Mutations des valeurs sociétales : ce que révèle l’étude de la Chambre des représentants
Toute civilisation passe, au fil des décennies, par diverses transitions, tout en conservant des traits millénaires fondamentaux. Aujourd’hui plus que jamais, et avec l’intégration de nouveaux éléments culturels, les Marocains aspirent à un changement social, surtout au niveau de la jeunesse, censée porter l’avenir du Maroc. C’est dans ce sens qu’une étude sur les évolutions et attentes de nos concitoyens a été dévoilée par la Chambre des représentants.
Étudier le terrain est la façon la plus pertinente pour comprendre la société et lancer une réforme si nécessaire. En vue d’appréhender les évolutions des valeurs – ciment d’une communauté – et attentes des Marocains, la Chambre des représentants a dévoilé les résultats d’une étude, révélant les changements importants survenus dans notre société.
Des objectifs précis
Cette étude vise à identifier les principaux changements ayant impacté les valeurs de la société marocaine et à déterminer les orientations des Marocains envers le degré de mise en pratique des valeurs fondamentales au niveau institutionnel. Elle a également pour finalité d’identifier les facteurs et les raisons qui seraient à l’origine, selon les citoyens, de l’incapacité des institutions à appliquer ces valeurs. Il s’agit enfin de définir les mécanismes institutionnels de leur mise en pratique, et ce, compte tenu des attentes de la population.
Afin d’aboutir à des résultats reflétant les orientations des citoyens des différentes régions du Royaume, l’étude a couvert l’ensemble du territoire national, en tenant compte de la disparité démographique entre les domaines de recherche, en fonction du milieu (urbain-rural), de la variable genre (homme-femme), de l’âge et de la norme de densité institutionnelle. Pour mener à bien cette mission, la Chambre des représentants a mené un sondage auprès de 1.600 personnes, sur la base d’un questionnaire comprenant 49 questions, afin de collecter les données nécessaires à l’étude. Il en ressort que le nombre de répondants qui ont choisi l’activation des valeurs allant dans le sens de la modernité est de 947 (59% de l’échantillon), alors que ceux qui privilégient les valeurs basées sur la tradition sont au nombre de 607 (38%).
L’importance du sentiment d’appartenance familiale
Sans surprise, l’étude révèle que l’appartenance familiale constitue une valeur prioritaire pour la majorité des Marocains. 31% considèrent leur pays comme une composante «importante et plus utile», notant que l’appartenance nationale reste «la plus importante».

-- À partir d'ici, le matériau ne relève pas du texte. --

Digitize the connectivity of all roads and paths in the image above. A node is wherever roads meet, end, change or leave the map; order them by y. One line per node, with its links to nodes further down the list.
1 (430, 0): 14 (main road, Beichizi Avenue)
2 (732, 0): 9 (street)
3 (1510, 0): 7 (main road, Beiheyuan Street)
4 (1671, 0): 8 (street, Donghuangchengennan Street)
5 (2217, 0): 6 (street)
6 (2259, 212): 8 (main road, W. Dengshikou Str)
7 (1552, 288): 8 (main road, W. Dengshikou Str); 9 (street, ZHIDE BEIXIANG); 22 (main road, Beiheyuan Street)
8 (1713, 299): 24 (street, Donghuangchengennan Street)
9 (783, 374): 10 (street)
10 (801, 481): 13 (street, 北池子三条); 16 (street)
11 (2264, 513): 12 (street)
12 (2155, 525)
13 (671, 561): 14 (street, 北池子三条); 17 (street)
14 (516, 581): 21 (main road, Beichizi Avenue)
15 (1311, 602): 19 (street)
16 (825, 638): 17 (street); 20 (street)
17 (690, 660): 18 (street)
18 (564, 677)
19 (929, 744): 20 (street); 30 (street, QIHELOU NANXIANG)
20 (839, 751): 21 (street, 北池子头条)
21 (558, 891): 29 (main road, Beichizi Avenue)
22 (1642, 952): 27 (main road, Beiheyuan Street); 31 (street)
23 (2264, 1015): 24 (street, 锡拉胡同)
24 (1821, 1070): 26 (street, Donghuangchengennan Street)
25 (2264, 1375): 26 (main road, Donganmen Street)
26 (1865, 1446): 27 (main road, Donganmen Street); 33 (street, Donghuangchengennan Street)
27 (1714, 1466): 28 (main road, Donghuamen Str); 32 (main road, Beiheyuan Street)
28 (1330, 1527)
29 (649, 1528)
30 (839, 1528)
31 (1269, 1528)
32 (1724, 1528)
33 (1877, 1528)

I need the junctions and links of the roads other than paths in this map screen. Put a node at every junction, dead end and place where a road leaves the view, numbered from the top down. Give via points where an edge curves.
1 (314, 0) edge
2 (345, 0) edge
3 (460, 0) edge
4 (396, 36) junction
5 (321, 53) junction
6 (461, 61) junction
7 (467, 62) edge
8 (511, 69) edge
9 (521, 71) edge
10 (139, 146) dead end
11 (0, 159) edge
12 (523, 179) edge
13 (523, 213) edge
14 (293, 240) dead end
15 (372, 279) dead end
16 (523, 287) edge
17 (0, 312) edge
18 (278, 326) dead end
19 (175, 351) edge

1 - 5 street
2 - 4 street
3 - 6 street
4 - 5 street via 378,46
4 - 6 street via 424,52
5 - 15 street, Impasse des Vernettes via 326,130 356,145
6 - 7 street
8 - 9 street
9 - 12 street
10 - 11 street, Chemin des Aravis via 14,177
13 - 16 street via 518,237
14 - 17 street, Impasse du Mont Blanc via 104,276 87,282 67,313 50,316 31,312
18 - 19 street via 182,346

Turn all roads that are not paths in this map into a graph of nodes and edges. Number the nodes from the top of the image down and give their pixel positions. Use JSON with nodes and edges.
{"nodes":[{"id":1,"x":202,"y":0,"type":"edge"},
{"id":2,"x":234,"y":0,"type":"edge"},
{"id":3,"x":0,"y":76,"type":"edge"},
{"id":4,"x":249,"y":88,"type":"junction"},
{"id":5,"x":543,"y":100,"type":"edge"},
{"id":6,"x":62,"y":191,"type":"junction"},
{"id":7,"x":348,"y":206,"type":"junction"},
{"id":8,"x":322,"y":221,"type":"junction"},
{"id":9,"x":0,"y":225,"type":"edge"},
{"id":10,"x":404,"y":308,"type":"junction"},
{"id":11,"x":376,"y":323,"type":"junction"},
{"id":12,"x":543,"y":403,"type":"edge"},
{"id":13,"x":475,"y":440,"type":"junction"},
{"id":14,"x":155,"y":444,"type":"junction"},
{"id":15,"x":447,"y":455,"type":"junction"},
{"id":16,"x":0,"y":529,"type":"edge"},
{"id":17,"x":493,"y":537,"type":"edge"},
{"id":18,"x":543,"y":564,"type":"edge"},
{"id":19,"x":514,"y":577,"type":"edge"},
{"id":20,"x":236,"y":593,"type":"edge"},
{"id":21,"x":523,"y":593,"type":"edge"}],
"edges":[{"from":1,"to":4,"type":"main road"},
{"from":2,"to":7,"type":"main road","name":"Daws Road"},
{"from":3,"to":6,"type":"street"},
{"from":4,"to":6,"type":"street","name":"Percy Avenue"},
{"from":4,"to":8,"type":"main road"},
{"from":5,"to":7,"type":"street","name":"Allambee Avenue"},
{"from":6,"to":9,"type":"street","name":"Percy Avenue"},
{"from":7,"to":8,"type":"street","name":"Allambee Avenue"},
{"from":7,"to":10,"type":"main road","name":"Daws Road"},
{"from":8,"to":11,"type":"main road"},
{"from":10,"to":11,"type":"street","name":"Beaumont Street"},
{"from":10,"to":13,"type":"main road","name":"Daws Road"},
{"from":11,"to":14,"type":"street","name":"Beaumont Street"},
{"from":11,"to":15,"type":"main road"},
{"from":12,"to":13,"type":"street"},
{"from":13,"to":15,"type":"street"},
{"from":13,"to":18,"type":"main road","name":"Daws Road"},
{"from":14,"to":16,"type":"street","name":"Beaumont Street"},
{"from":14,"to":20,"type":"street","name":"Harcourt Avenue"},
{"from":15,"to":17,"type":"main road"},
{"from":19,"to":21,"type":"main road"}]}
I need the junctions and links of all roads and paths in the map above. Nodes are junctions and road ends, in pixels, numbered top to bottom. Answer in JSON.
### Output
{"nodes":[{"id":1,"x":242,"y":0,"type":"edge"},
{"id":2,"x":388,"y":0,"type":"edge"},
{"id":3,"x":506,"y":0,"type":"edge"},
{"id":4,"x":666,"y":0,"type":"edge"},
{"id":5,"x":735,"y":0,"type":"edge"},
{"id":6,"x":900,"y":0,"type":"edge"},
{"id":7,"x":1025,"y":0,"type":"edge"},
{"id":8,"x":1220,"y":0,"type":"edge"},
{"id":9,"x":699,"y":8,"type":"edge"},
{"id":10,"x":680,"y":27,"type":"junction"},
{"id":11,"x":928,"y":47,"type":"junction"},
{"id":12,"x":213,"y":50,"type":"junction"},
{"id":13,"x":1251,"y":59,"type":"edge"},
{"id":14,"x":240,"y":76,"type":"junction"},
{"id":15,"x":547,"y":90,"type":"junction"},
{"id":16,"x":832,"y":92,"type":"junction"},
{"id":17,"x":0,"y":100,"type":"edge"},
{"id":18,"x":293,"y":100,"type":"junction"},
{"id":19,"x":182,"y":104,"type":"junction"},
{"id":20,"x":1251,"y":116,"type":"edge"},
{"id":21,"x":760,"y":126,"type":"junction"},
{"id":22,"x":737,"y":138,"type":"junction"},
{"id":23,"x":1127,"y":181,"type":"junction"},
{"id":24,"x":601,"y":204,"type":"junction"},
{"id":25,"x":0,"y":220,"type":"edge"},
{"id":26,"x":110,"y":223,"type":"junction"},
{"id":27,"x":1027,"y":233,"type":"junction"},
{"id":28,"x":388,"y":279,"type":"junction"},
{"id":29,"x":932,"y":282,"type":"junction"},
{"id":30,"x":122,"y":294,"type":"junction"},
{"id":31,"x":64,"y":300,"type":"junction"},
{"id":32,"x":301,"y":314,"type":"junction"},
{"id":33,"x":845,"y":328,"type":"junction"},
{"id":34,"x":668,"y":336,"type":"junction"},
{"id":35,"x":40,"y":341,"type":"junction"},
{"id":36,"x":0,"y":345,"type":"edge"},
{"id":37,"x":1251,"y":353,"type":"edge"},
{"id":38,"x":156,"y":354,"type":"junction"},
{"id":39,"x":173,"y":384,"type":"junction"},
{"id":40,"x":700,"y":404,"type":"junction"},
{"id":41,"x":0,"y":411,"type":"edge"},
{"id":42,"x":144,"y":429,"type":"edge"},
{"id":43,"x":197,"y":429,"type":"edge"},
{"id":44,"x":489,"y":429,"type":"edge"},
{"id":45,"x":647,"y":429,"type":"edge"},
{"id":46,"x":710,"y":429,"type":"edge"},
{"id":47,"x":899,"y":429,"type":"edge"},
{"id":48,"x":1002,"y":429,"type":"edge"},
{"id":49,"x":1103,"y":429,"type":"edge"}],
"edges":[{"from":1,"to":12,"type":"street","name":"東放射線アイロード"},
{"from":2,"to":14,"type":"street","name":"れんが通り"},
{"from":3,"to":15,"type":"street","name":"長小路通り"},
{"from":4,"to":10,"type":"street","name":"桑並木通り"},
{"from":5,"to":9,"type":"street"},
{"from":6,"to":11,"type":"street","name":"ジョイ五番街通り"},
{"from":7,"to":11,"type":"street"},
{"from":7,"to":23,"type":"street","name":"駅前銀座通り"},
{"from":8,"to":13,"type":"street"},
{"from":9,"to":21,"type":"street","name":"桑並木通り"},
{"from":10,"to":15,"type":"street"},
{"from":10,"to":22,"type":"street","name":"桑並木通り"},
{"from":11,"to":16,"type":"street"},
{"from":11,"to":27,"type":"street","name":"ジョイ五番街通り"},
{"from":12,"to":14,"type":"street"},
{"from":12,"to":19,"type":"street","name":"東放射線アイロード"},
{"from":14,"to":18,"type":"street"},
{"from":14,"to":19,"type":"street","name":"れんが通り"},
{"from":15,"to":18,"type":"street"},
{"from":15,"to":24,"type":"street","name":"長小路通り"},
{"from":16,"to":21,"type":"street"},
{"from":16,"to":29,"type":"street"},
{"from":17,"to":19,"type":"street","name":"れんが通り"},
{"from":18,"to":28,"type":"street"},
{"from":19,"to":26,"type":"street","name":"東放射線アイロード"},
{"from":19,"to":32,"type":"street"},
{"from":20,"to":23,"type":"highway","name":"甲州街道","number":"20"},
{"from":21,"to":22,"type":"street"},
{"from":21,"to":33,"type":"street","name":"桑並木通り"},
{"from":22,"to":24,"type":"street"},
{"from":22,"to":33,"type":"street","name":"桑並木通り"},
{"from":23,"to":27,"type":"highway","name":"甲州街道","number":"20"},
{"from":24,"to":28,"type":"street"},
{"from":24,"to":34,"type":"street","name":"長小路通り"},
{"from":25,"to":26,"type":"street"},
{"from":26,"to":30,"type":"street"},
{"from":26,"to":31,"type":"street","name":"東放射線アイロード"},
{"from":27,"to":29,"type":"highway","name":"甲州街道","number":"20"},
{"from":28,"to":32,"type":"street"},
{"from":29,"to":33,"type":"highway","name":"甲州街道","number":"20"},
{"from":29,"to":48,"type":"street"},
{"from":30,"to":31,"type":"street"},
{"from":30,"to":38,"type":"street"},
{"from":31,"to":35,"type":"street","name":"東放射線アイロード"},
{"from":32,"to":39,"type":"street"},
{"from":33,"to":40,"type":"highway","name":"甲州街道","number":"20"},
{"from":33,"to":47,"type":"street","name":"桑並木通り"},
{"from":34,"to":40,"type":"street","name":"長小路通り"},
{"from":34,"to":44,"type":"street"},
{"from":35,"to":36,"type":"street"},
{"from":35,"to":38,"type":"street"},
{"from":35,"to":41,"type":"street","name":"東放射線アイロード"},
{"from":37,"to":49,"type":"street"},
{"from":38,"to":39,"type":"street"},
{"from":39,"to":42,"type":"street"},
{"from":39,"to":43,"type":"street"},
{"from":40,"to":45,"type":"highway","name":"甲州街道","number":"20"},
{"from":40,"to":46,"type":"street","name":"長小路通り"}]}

Par ailleurs, 33% considèrent que l’appartenance de base s’évalue de la ville au village, la province et la région, en passant par la tribu, la commune rurale et le quartier résidentiel. D’autres (36%) ont le champ d’observation plus large et déterminent leur appartenance par rapport à l’Afrique ou au monde arabe et amazigh, voire islamique. Autres constats intéressants : près d’un tiers des répondants considèrent que l’affiliation la plus importante est l’affiliation locale, qui peut être traduite comme étant un appel au renforcement de l’affiliation nationale avec la réduction des différences entre les territoires du Royaume.
En ce sens, les Marocains lancent un appel au fondement d’une patrie dont les enfants peuvent jouir, à parts égales, des richesses et ressources du Royaume. Autre attente relevée par cette étude : les personnes interrogées revendiquent un renforcement des liens et des alliances externes basés sur le critère de la croyance religieuse commune, et en même temps, sont favorables au partenariat et à la coopération avec divers pays du monde.
L’égalité érigée en valeur cardinale
Selon cette étude, les Marocains, ou du moins, une grande majorité, préfèreraient l’égalité à la liberté. Un constat qui s’expliquerait par le fait que l’égalité est basée, selon eux, sur la justice, la répartition égale des droits politiques, les capacités individuelles et les moyens de subsistance, les opportunités de promotion sociale et les chances de réussite dans la vie. 60% des personnes interrogées optent ainsi pour l’égalité, alors que près de 38% d’entre elles préfèrent la liberté. Et pour conclure, l’étude démontre qu’entre 72% et 81% des sondés considèrent que les choix qui conduisent un citoyen à ne pas payer l’impôt s’il en avait l’opportunité, à mentir pour réaliser un intérêt personnel, à accepter un pot-de-vin pour rendre un service, à donner des cadeaux pour obtenir des services publics, à favoriser des amis et des parents au détriment des plus méritants, et à ne pas payer le prix d’un ticket de bus, sont tous injustifiés. Par ailleurs, 83% des répondants considèrent que fournir des informations aux autorités sur une personne afin d’obtenir justice est totalement justifié.